Using the WordPress REST API to post a book from WikiSource to PressBooks with python

I am using Pressbooks to build an online edition of Southey and Coleridge’s Omniana. I transcribed the text for Volume I on wikisource. This post is about how I got that text into pressbooks; copy and paste didn’t appeal, so I thought I would try using the WordPress REST API. You could probably write a PHP plugin that would do this, but I find python a bit easier for exploratory work, so I used that.

Getting the data from Wikisource is reasonably trivial. On wikisource I have transcluded the page transcriptions into a single HTML file of the whole book. This file is relatively easy to parse into the individual articles for posting to Pressbooks, especially as I added <hr /> tags before each article (even the first) and added stop at the end.

In the longer term I want to start indexing the PressBook Omniana using wikidata for linked data. This will let me look at the semantic graph of what Southey and Coleridge were interested in.

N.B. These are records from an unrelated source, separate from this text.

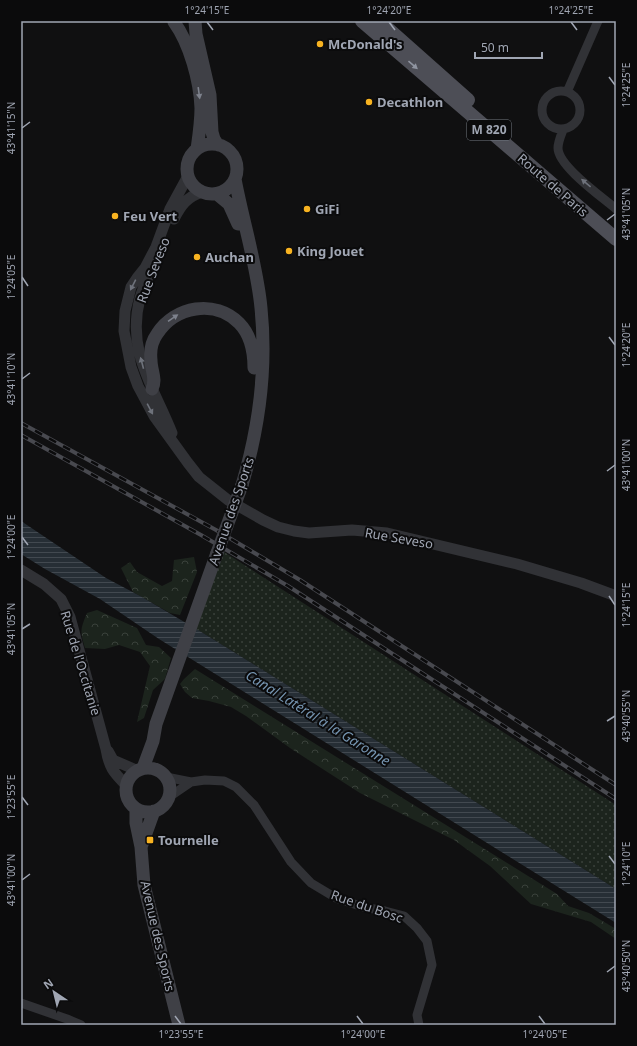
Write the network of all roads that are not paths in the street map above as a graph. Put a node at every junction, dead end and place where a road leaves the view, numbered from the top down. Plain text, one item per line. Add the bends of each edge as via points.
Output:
1 (188, 21) edge
2 (195, 21) edge
3 (362, 21) edge
4 (378, 21) edge
5 (598, 21) edge
6 (173, 22) edge
7 (567, 92) junction
8 (562, 130) junction
9 (218, 145) junction
10 (198, 149) junction
11 (188, 176) junction
12 (235, 180) junction
13 (202, 192) junction
14 (217, 194) junction
15 (616, 208) edge
16 (616, 234) edge
17 (616, 239) edge
18 (263, 343) junction
19 (152, 389) junction
20 (257, 422) junction
21 (179, 450) junction
22 (22, 573) edge
23 (616, 596) edge
24 (153, 741) junction
25 (106, 749) junction
26 (140, 769) junction
27 (162, 774) junction
28 (191, 782) junction
29 (126, 785) junction
30 (169, 797) junction
31 (136, 809) junction
32 (154, 811) junction
33 (141, 846) junction
34 (21, 1003) edge
35 (81, 1025) edge
36 (179, 1025) edge
37 (419, 1025) edge

1 - 6 main road
2 - 9 main road via 210,95 212,132
3 -> 17 main road, Route de Paris / M 820
4 - 16 main road, Route de Paris / M 820
5 - 7 street
6 -> 10 main road via 183,37 200,92
7 - 8 street via 577,100 580,111 575,123 570,128
7 - 8 street via 554,92 548,96 541,108 546,124
15 -> 8 street via 564,163 558,148
9 - 10 main road via 207,144
9 - 12 main road via 232,153 237,166
10 - 11 main road via 188,161
11 - 13 main road via 191,183
11 -> 21 street, Rue Seveso via 170,210 153,254 132,287 125,311 124,332 131,368 138,386 154,416
12 - 14 main road via 230,187
12 - 18 main road, Avenue des Sports via 259,292
13 - 14 main road
19 -> 13 street, Rue Seveso via 143,369 136,338 140,298 180,208 188,199
14 - 18 main road, Avenue des Sports via 229,204 238,226
18 - 20 main road, Avenue des Sports
19 -> 20 main road via 155,383 150,360 152,347 162,326 183,311 197,308 220,311 240,324 250,342 254,354
19 - 21 street, Rue Seveso
20 - 24 main road, Avenue des Sports, bridge via 242,485 174,669
21 - 23 street, Rue Seveso via 213,489 245,511 278,527 309,533 352,530 393,534 517,564
22 - 25 street, Rue de l'Occitanie via 44,584 61,599 70,617
24 - 26 main road
24 - 27 main road
25 - 26 street via 113,760
25 - 29 street, Rue de l'Occitanie via 108,763
26 - 27 main road via 149,767
26 - 29 main road via 131,774
27 - 28 street, Rue du Bosc
27 - 30 main road via 169,783
28 - 30 street, Rue du Bosc
28 - 37 street, Rue du Bosc via 224,781 236,787 254,805 291,862 311,884 336,898 404,916 418,928 427,941 432,965 417,1015
29 - 31 main road via 127,799
30 - 32 main road
31 - 32 main road via 142,812
31 - 33 main road, Avenue des Sports
32 - 33 main road, Avenue des Sports
33 - 36 main road, Avenue des Sports via 144,885
34 - 35 street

First steps with the WordPress API

I’ve not used the WordPress API before, but it is well documented and there is a useful series of articles on envatoTuts+: Introducing the WP REST API.

Put /wp-json onto the end of a WordPress blog URL and you can see the routes and endpoints (e.g. this blog, my Pressbooks/Omniana). (I use the JSON viewer chrome plugin to make these easier to read.) I found wp-api-python very useful in helping make requests against these in python. It’s available via pip as wordpress-api and I found it required python the libraries request beautifulsoup4requests-oauthlib and six. It authenticates via  OAuth, so on WordPress you need the  WordPress REST API – Oauth1.0a plugin or similar; there’s more than you need to know about how OAuth works  on envatotuts+.

I installed the Oauth1.0a plugin for the network on a WordPress multisite and PressBook test servers. Network activation seemed to generate errors on Pressbooks and plain multisite WordPress, so I activated it only for the individual blog/book. Then in the Users tab on the admin screen I was will be able to view and set up applications:

Add Application screen from the OAuth1.0a plugin

Filling out the details and clicking on save consumer and  gave me a client key and client secret.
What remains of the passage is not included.